Envoy can split traffic across priorities. If you have 3 primaries and 1 goes down, some traffic may spill to the backup depending on the overprovisioning factor. For a strict "all or nothing" failover, use a 2-node primary cluster and the default overprovisioning factor.

How priority failover is configured in YAML

The priority number is set directly on the endpoints list entry, not on individual endpoints:

load_assignment:
  cluster_name: grpc_cluster
  endpoints:
    - priority: 0           # ← set priority on the locality group
      lb_endpoints:
        - endpoint: ...     # primary 1
        - endpoint: ...     # primary 2
    - priority: 1           # ← separate locality group for backup
      lb_endpoints:
        - endpoint: ...     # backup

Each endpoints entry is a LocalityLbEndpoints message. All endpoints within one entry share the same priority and locality metadata.

Outlier detection

Outlier detection is passive: Envoy watches real traffic and ejects endpoints that show error patterns. No probes are sent.

Key parameters:

Parameter Meaning
consecutive_gateway_errors Consecutive 5xx or connection failures before ejection
consecutive_local_origin_failure Consecutive local-origin failures (connection refused, reset)
base_ejection_time How long the first ejection lasts
max_ejection_percent Max % of the cluster that can be ejected simultaneously
interval How often to evaluate ejection candidates

Ejection timeline:

  1. Envoy observes consecutive_gateway_errors (e.g. 5) consecutive failures from an endpoint.
  2. The endpoint is ejected for base_ejection_time × (number of times this endpoint has been ejected). The first ejection lasts exactly base_ejection_time. The second lasts 2 × base_ejection_time. This exponential backoff prevents flapping.
  3. After the ejection period, the endpoint is re-admitted to the load-balancing pool.
  4. If it fails again immediately, the next ejection period doubles.
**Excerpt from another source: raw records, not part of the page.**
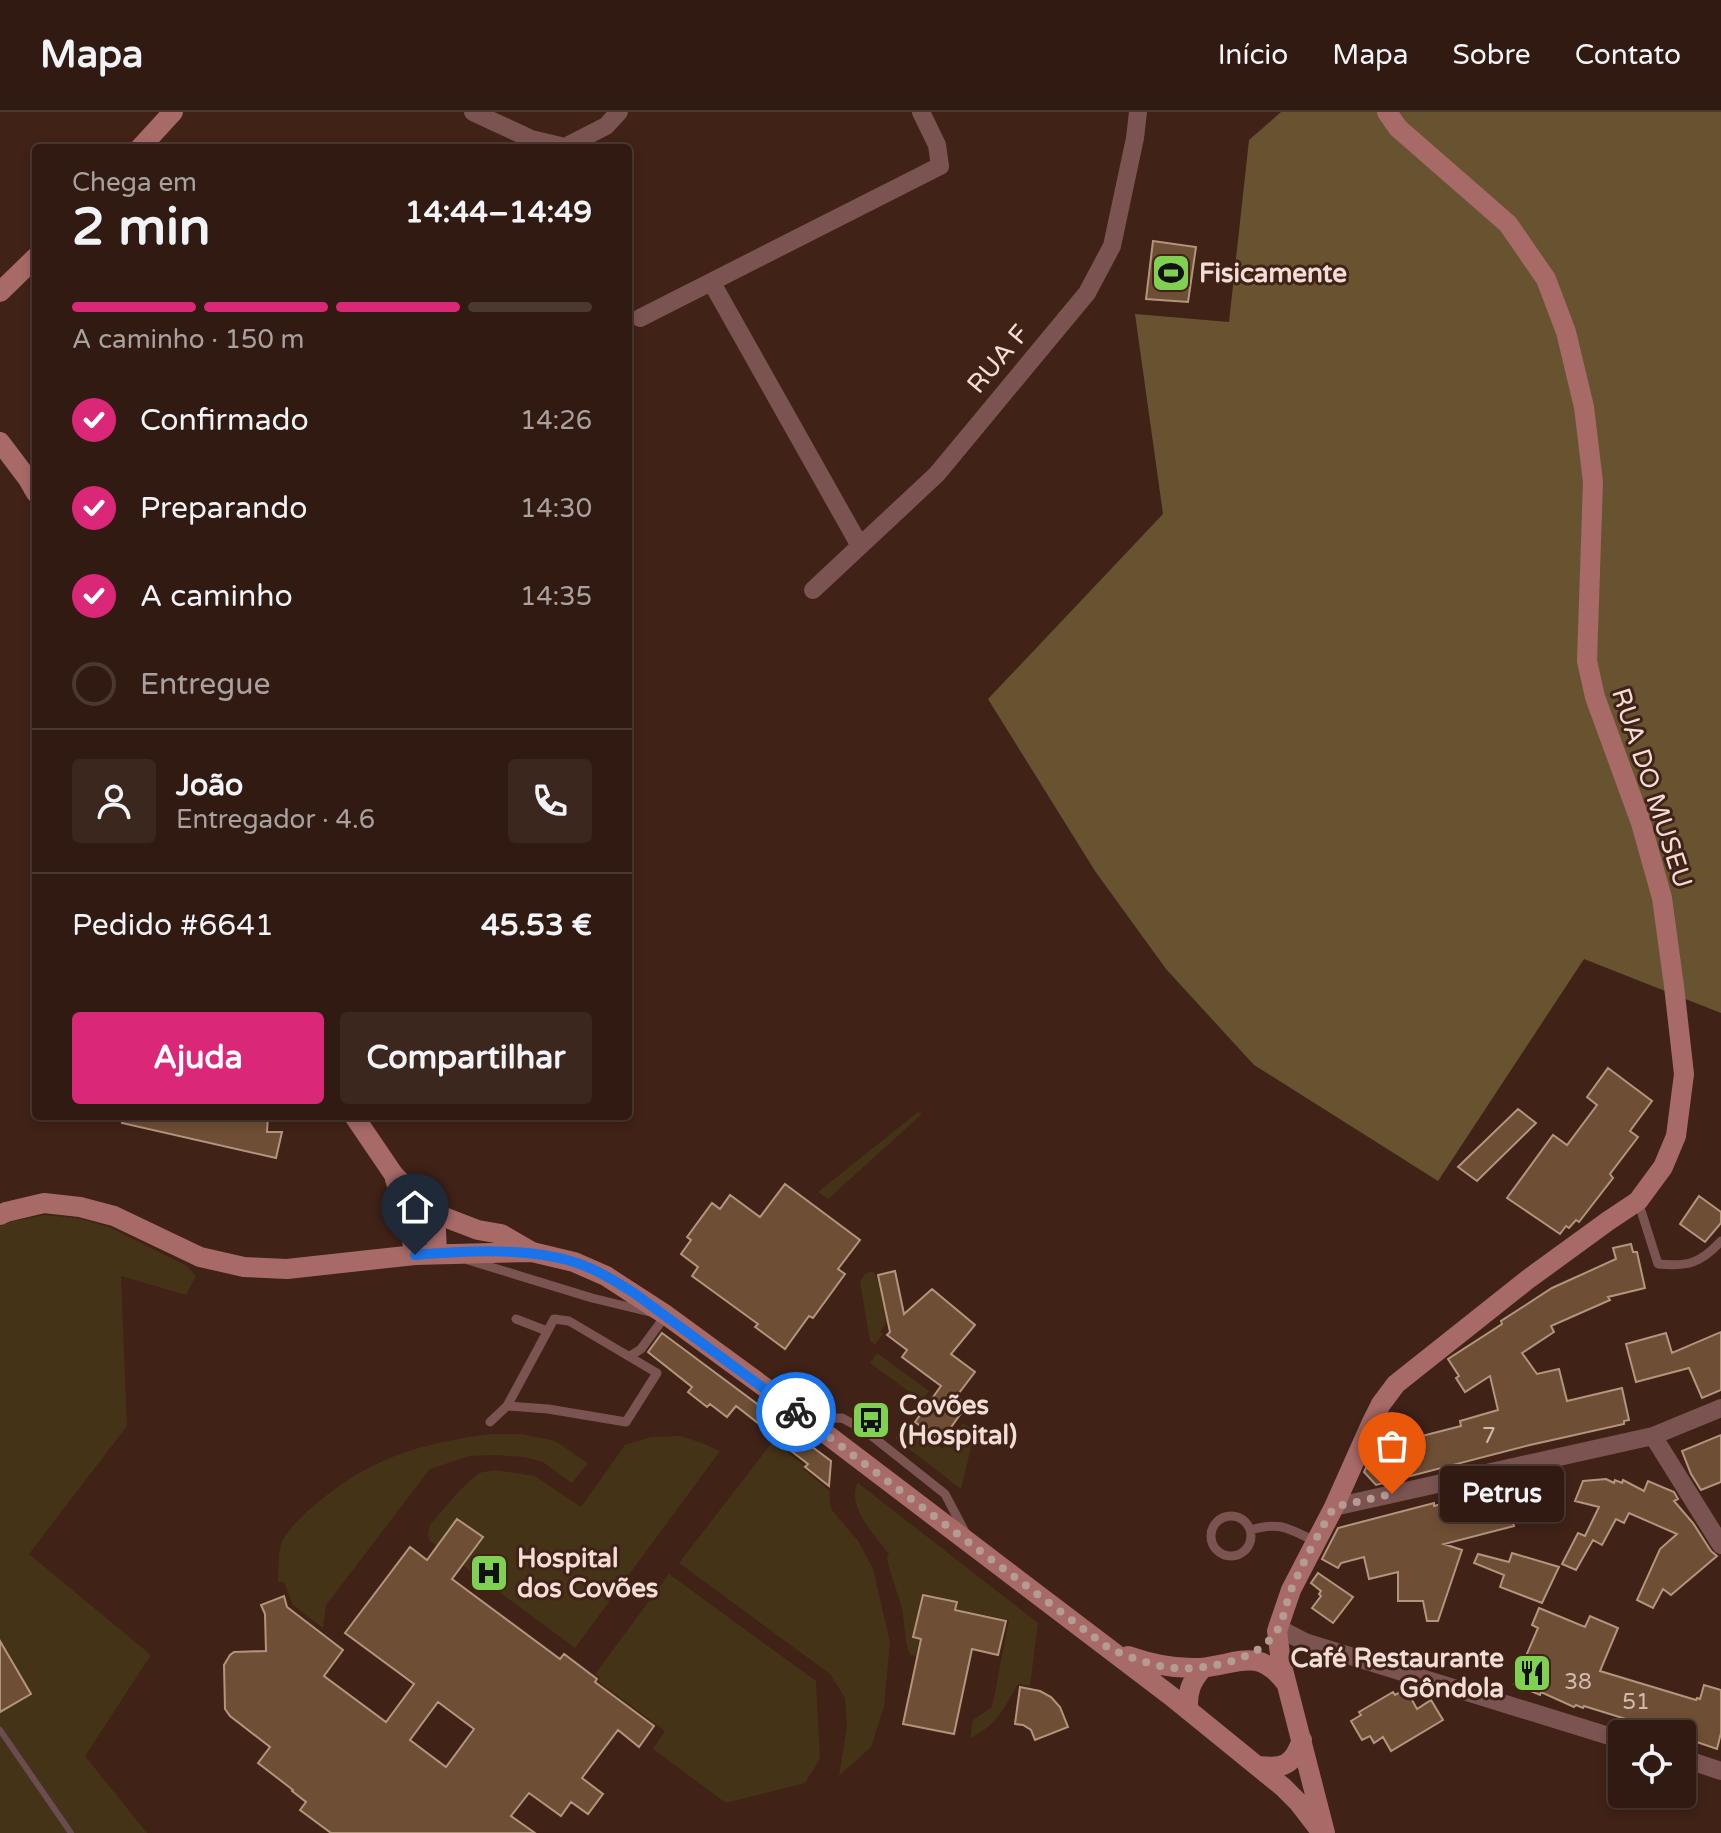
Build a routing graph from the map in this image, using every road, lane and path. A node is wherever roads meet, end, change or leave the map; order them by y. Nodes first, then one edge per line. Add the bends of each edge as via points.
1 (173, 112) edge
2 (473, 112) edge
3 (619, 112) edge
4 (921, 112) edge
5 (1138, 112) edge
6 (1387, 112) edge
7 (496, 117) edge
8 (144, 144) edge
9 (552, 144) edge
10 (571, 144) edge
11 (32, 261) edge
12 (712, 283) junction
13 (0, 292) edge
14 (640, 318) dead end
15 (0, 442) edge
16 (32, 486) edge
17 (860, 546) junction
18 (813, 590) dead end
19 (357, 1120) edge
20 (394, 1175) junction
21 (1638, 1201) junction
22 (420, 1202) junction
23 (0, 1215) edge
24 (1721, 1241) edge
25 (532, 1252) junction
26 (441, 1253) junction
27 (415, 1255) junction
28 (666, 1315) junction
29 (516, 1319) dead end
30 (547, 1331) junction
31 (630, 1356) junction
32 (507, 1406) junction
33 (1721, 1408) edge
34 (490, 1422) dead end
35 (1653, 1436) junction
36 (1334, 1507) junction
37 (1251, 1530) junction
38 (1315, 1541) junction
39 (1721, 1545) edge
40 (1278, 1629) junction
41 (1110, 1649) junction
42 (1241, 1659) junction
43 (1203, 1668) junction
44 (1288, 1686) junction
45 (1188, 1710) junction
46 (1608, 1736) edge
47 (1302, 1740) junction
48 (1696, 1763) edge
49 (1259, 1766) junction
50 (1721, 1771) edge
51 (1324, 1833) edge

1 - 8 street
2 - 7 street
3 - 10 street via 606,126
4 - 12 street via 937,145 940,166
5 - 17 street, RUA F via 1112,246 1087,293 937,474
6 - 21 street, RUA DO MUSEU via 1398,128 1508,224 1546,279 1566,332 1584,407 1593,482 1587,661 1662,898 1684,1074 1676,1136 1663,1167
7 - 9 street via 531,139
11 - 13 street
12 - 14 street
12 - 17 street
15 - 16 street
17 - 18 street, RUA F
19 - 20 street
20 - 22 street
20 - 27 street
21 - 24 lane via 1658,1264 1681,1266 1708,1255
21 - 36 street, RUA DO MUSEU via 1396,1384 1381,1404
22 - 25 street
22 - 26 street via 432,1219
23 - 27 street via 44,1203 80,1207 114,1216 200,1257 244,1267 287,1269
25 - 26 street
25 - 28 street via 606,1276
26 - 27 street
26 - 28 lane
28 - 31 lane
28 - 41 street
29 - 30 lane
30 - 31 lane via 554,1319 569,1321
30 - 32 lane
31 - 32 lane via 657,1373 626,1422
32 - 34 lane
33 - 35 street
35 - 36 street
35 - 39 street
36 - 38 street, RUA DO MUSEU
37 - 37 lane via 1242,1518 1224,1517 1215,1524 1212,1542 1223,1555 1236,1556 1250,1545
37 - 38 lane via 1281,1526
38 - 40 street, RUA DO MUSEU
40 - 42 street
40 - 44 street
40 - 46 street via 1305,1642
41 - 43 street via 1172,1668
41 - 45 street
42 - 43 street
42 - 44 street via 1265,1663
43 - 45 street via 1192,1680
44 - 47 street
45 - 49 street
47 - 49 street via 1288,1764
47 - 51 street
48 - 50 street
49 - 51 street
max_ejection_percent is a safety valve: Envoy won't eject more than this percentage of the cluster, even if many endpoints are all failing. This prevents Envoy from ejecting so many endpoints that the remaining ones get overloaded.

Outlier detection vs active health checks

Both mechanisms mark endpoints unhealthy, but differently:

  • Active health checks mark an endpoint unhealthy only after the health check probe fails unhealthy_threshold times. The endpoint is considered FAILED_ACTIVE_HC.
  • Outlier detection ejects an endpoint based on real request errors. The endpoint is still "healthy" by active health check standards, just temporarily ejected from the LB pool.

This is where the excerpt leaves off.